[Start of Attachment]

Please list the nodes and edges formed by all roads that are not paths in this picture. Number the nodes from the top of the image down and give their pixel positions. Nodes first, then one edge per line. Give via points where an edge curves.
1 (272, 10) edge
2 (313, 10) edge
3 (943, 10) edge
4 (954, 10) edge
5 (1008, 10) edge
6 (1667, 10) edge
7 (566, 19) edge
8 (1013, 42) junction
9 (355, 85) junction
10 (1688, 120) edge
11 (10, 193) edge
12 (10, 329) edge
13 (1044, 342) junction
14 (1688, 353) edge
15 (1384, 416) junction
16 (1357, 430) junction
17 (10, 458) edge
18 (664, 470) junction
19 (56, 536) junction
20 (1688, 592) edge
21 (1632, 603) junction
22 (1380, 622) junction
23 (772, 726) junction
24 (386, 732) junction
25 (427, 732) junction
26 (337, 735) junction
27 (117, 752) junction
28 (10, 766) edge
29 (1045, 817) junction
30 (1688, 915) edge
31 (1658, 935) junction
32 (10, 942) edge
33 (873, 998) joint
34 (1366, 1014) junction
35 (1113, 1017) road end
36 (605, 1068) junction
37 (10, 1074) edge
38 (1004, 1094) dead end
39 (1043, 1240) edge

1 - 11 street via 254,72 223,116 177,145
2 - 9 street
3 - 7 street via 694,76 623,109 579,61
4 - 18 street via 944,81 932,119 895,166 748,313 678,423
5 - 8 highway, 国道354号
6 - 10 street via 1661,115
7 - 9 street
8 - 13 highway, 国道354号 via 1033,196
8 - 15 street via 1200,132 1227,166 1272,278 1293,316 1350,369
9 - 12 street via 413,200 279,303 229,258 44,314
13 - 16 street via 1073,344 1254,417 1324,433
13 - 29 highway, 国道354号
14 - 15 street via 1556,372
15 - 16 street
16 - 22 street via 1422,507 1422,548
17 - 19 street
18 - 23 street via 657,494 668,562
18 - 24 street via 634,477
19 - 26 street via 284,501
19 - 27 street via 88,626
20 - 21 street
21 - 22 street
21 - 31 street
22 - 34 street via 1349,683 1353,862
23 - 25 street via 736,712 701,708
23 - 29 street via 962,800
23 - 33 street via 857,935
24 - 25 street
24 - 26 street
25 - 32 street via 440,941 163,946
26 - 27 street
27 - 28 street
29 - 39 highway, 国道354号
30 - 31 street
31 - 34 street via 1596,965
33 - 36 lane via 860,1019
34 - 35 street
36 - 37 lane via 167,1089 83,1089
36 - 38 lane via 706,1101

[End of Attachment]

■ PROBLEM STATEMENT
Scan the data above; copy every line where "lane" appears.

■ COMPLETED EXERCISE
33 - 36 lane via 860,1019
36 - 37 lane via 167,1089 83,1089
36 - 38 lane via 706,1101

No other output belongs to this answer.